Problem to solve. A faithful copy of the listing below is needed, one that contains no pictures.

● ● ● ● ●

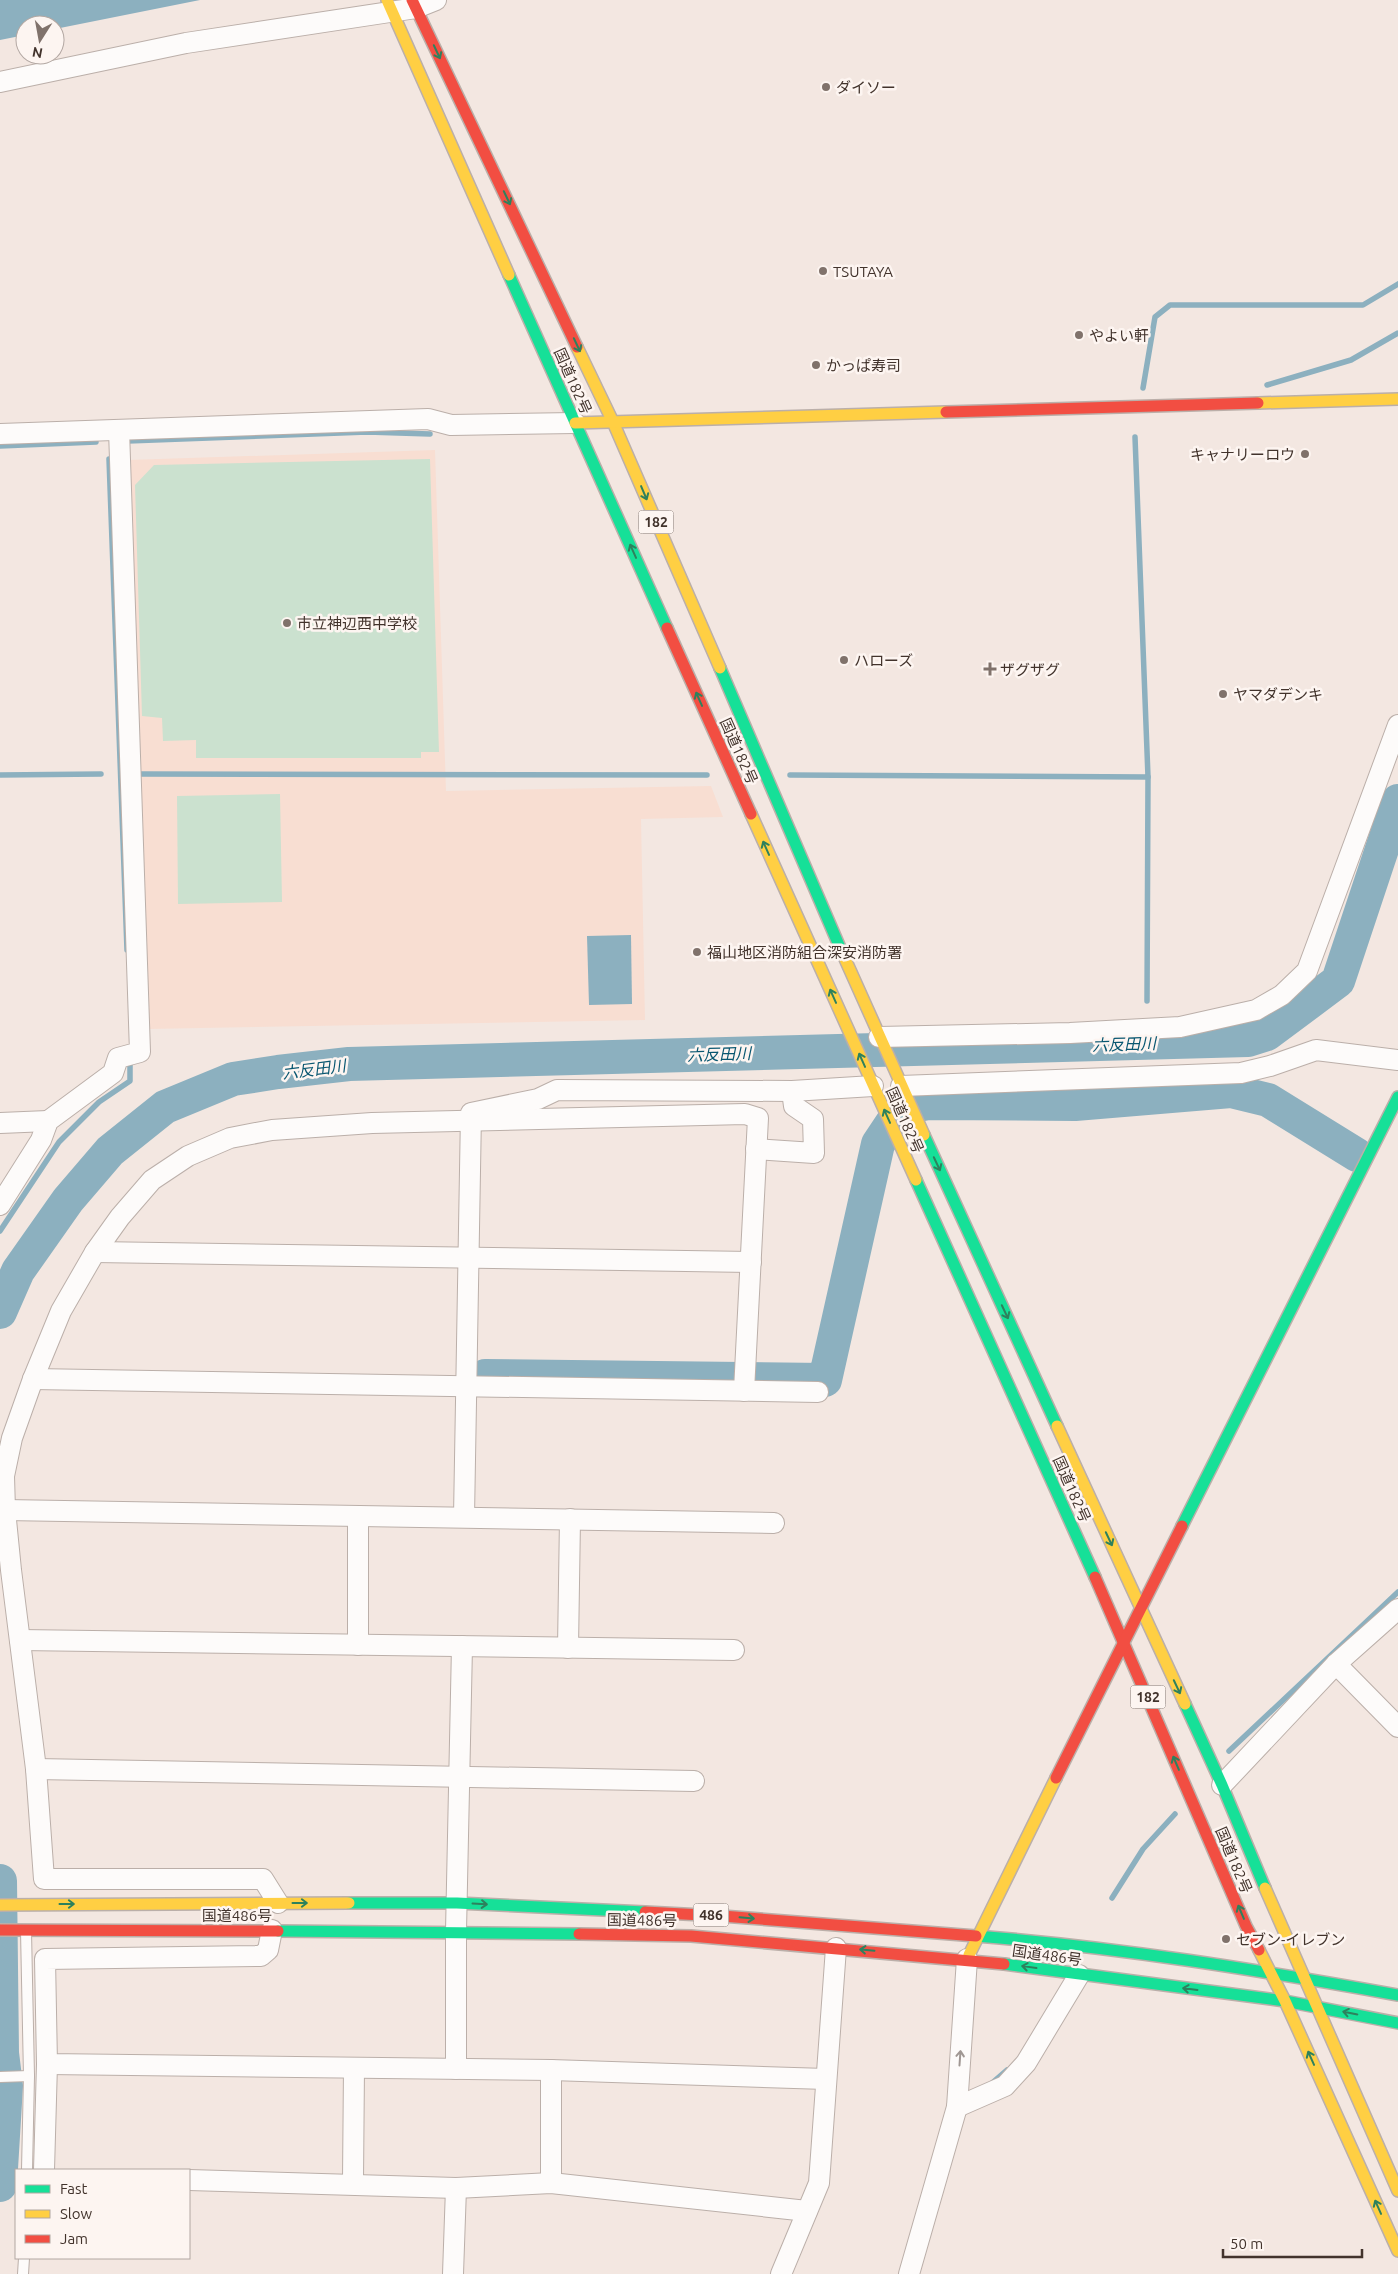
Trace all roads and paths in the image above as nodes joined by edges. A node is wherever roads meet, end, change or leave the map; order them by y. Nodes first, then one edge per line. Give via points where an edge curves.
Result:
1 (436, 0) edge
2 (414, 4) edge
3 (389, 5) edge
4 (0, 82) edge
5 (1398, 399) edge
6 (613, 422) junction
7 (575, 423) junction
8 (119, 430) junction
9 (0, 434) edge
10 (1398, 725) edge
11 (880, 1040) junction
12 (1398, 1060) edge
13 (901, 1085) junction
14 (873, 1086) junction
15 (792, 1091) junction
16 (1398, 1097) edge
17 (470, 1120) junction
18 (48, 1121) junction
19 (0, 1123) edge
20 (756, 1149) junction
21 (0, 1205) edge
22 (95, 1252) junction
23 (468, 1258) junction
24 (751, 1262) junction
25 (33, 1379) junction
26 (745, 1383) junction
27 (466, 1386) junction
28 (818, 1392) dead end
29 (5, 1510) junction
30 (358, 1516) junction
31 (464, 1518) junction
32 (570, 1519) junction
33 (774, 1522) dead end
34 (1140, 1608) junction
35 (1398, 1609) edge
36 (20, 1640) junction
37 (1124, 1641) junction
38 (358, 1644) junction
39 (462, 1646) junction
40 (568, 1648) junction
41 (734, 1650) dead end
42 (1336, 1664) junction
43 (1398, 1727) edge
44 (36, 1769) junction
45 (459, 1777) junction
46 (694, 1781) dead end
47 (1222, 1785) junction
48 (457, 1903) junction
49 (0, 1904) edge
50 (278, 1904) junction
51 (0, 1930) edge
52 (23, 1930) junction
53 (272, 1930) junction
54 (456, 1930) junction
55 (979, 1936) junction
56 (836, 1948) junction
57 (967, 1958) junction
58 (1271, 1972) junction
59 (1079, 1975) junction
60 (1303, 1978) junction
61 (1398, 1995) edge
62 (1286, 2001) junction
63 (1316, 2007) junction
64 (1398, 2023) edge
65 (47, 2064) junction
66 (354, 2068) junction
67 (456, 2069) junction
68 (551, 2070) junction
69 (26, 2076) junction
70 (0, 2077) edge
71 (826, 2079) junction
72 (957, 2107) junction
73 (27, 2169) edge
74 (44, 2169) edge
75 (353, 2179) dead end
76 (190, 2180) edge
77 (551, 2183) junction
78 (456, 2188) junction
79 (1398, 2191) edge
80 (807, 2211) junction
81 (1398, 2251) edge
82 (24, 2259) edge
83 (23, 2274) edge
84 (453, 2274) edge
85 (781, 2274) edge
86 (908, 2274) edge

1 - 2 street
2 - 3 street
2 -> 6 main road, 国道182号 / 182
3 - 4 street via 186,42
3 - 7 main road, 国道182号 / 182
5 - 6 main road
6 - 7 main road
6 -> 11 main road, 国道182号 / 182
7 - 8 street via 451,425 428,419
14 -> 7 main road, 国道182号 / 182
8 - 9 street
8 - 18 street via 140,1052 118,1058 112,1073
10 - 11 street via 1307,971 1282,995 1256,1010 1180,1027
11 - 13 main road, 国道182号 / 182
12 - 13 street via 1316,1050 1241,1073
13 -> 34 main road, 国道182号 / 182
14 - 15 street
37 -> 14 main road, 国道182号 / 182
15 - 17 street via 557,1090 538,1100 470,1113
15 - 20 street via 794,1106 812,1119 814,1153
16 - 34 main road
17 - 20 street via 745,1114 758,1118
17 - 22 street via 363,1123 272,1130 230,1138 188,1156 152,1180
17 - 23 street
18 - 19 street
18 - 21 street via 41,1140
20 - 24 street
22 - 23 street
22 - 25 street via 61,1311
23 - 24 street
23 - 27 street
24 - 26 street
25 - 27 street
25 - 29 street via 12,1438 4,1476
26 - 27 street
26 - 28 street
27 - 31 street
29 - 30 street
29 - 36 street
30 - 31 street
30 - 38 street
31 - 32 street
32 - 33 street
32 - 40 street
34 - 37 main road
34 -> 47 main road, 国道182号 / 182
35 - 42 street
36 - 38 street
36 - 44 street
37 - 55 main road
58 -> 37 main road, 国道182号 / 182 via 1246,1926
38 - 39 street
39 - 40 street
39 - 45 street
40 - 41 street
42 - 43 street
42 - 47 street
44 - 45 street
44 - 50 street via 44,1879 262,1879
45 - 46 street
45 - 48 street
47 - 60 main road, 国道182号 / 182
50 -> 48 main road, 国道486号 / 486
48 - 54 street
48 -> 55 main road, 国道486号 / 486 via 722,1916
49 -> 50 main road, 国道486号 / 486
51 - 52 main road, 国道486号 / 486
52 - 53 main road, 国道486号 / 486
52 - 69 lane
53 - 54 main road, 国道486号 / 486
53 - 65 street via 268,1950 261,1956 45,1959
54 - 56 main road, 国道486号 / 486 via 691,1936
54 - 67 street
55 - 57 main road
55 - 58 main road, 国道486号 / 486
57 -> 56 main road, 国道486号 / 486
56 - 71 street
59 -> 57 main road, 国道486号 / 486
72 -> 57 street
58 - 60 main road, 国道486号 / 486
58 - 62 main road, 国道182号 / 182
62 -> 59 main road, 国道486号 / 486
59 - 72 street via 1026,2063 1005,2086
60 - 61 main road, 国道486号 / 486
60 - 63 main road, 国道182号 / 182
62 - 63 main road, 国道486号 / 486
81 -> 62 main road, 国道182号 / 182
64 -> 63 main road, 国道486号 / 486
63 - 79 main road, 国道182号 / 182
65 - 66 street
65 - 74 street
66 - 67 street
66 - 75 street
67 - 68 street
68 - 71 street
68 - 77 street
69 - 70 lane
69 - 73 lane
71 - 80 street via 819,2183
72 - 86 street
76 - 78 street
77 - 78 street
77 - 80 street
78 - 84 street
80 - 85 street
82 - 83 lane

● ● ● ● ●

Final answer.
Trace all roads and paths in the image above as nodes joined by edges. A node is wherever roads meet, end, change or leave the map; order them by y. Nodes first, then one edge per line. Give via points where an edge curves.
Result:
1 (436, 0) edge
2 (414, 4) edge
3 (389, 5) edge
4 (0, 82) edge
5 (1398, 399) edge
6 (613, 422) junction
7 (575, 423) junction
8 (119, 430) junction
9 (0, 434) edge
10 (1398, 725) edge
11 (880, 1040) junction
12 (1398, 1060) edge
13 (901, 1085) junction
14 (873, 1086) junction
15 (792, 1091) junction
16 (1398, 1097) edge
17 (470, 1120) junction
18 (48, 1121) junction
19 (0, 1123) edge
20 (756, 1149) junction
21 (0, 1205) edge
22 (95, 1252) junction
23 (468, 1258) junction
24 (751, 1262) junction
25 (33, 1379) junction
26 (745, 1383) junction
27 (466, 1386) junction
28 (818, 1392) dead end
29 (5, 1510) junction
30 (358, 1516) junction
31 (464, 1518) junction
32 (570, 1519) junction
33 (774, 1522) dead end
34 (1140, 1608) junction
35 (1398, 1609) edge
36 (20, 1640) junction
37 (1124, 1641) junction
38 (358, 1644) junction
39 (462, 1646) junction
40 (568, 1648) junction
41 (734, 1650) dead end
42 (1336, 1664) junction
43 (1398, 1727) edge
44 (36, 1769) junction
45 (459, 1777) junction
46 (694, 1781) dead end
47 (1222, 1785) junction
48 (457, 1903) junction
49 (0, 1904) edge
50 (278, 1904) junction
51 (0, 1930) edge
52 (23, 1930) junction
53 (272, 1930) junction
54 (456, 1930) junction
55 (979, 1936) junction
56 (836, 1948) junction
57 (967, 1958) junction
58 (1271, 1972) junction
59 (1079, 1975) junction
60 (1303, 1978) junction
61 (1398, 1995) edge
62 (1286, 2001) junction
63 (1316, 2007) junction
64 (1398, 2023) edge
65 (47, 2064) junction
66 (354, 2068) junction
67 (456, 2069) junction
68 (551, 2070) junction
69 (26, 2076) junction
70 (0, 2077) edge
71 (826, 2079) junction
72 (957, 2107) junction
73 (27, 2169) edge
74 (44, 2169) edge
75 (353, 2179) dead end
76 (190, 2180) edge
77 (551, 2183) junction
78 (456, 2188) junction
79 (1398, 2191) edge
80 (807, 2211) junction
81 (1398, 2251) edge
82 (24, 2259) edge
83 (23, 2274) edge
84 (453, 2274) edge
85 (781, 2274) edge
86 (908, 2274) edge

1 - 2 street
2 - 3 street
2 -> 6 main road, 国道182号 / 182
3 - 4 street via 186,42
3 - 7 main road, 国道182号 / 182
5 - 6 main road
6 - 7 main road
6 -> 11 main road, 国道182号 / 182
7 - 8 street via 451,425 428,419
14 -> 7 main road, 国道182号 / 182
8 - 9 street
8 - 18 street via 140,1052 118,1058 112,1073
10 - 11 street via 1307,971 1282,995 1256,1010 1180,1027
11 - 13 main road, 国道182号 / 182
12 - 13 street via 1316,1050 1241,1073
13 -> 34 main road, 国道182号 / 182
14 - 15 street
37 -> 14 main road, 国道182号 / 182
15 - 17 street via 557,1090 538,1100 470,1113
15 - 20 street via 794,1106 812,1119 814,1153
16 - 34 main road
17 - 20 street via 745,1114 758,1118
17 - 22 street via 363,1123 272,1130 230,1138 188,1156 152,1180
17 - 23 street
18 - 19 street
18 - 21 street via 41,1140
20 - 24 street
22 - 23 street
22 - 25 street via 61,1311
23 - 24 street
23 - 27 street
24 - 26 street
25 - 27 street
25 - 29 street via 12,1438 4,1476
26 - 27 street
26 - 28 street
27 - 31 street
29 - 30 street
29 - 36 street
30 - 31 street
30 - 38 street
31 - 32 street
32 - 33 street
32 - 40 street
34 - 37 main road
34 -> 47 main road, 国道182号 / 182
35 - 42 street
36 - 38 street
36 - 44 street
37 - 55 main road
58 -> 37 main road, 国道182号 / 182 via 1246,1926
38 - 39 street
39 - 40 street
39 - 45 street
40 - 41 street
42 - 43 street
42 - 47 street
44 - 45 street
44 - 50 street via 44,1879 262,1879
45 - 46 street
45 - 48 street
47 - 60 main road, 国道182号 / 182
50 -> 48 main road, 国道486号 / 486
48 - 54 street
48 -> 55 main road, 国道486号 / 486 via 722,1916
49 -> 50 main road, 国道486号 / 486
51 - 52 main road, 国道486号 / 486
52 - 53 main road, 国道486号 / 486
52 - 69 lane
53 - 54 main road, 国道486号 / 486
53 - 65 street via 268,1950 261,1956 45,1959
54 - 56 main road, 国道486号 / 486 via 691,1936
54 - 67 street
55 - 57 main road
55 - 58 main road, 国道486号 / 486
57 -> 56 main road, 国道486号 / 486
56 - 71 street
59 -> 57 main road, 国道486号 / 486
72 -> 57 street
58 - 60 main road, 国道486号 / 486
58 - 62 main road, 国道182号 / 182
62 -> 59 main road, 国道486号 / 486
59 - 72 street via 1026,2063 1005,2086
60 - 61 main road, 国道486号 / 486
60 - 63 main road, 国道182号 / 182
62 - 63 main road, 国道486号 / 486
81 -> 62 main road, 国道182号 / 182
64 -> 63 main road, 国道486号 / 486
63 - 79 main road, 国道182号 / 182
65 - 66 street
65 - 74 street
66 - 67 street
66 - 75 street
67 - 68 street
68 - 71 street
68 - 77 street
69 - 70 lane
69 - 73 lane
71 - 80 street via 819,2183
72 - 86 street
76 - 78 street
77 - 78 street
77 - 80 street
78 - 84 street
80 - 85 street
82 - 83 lane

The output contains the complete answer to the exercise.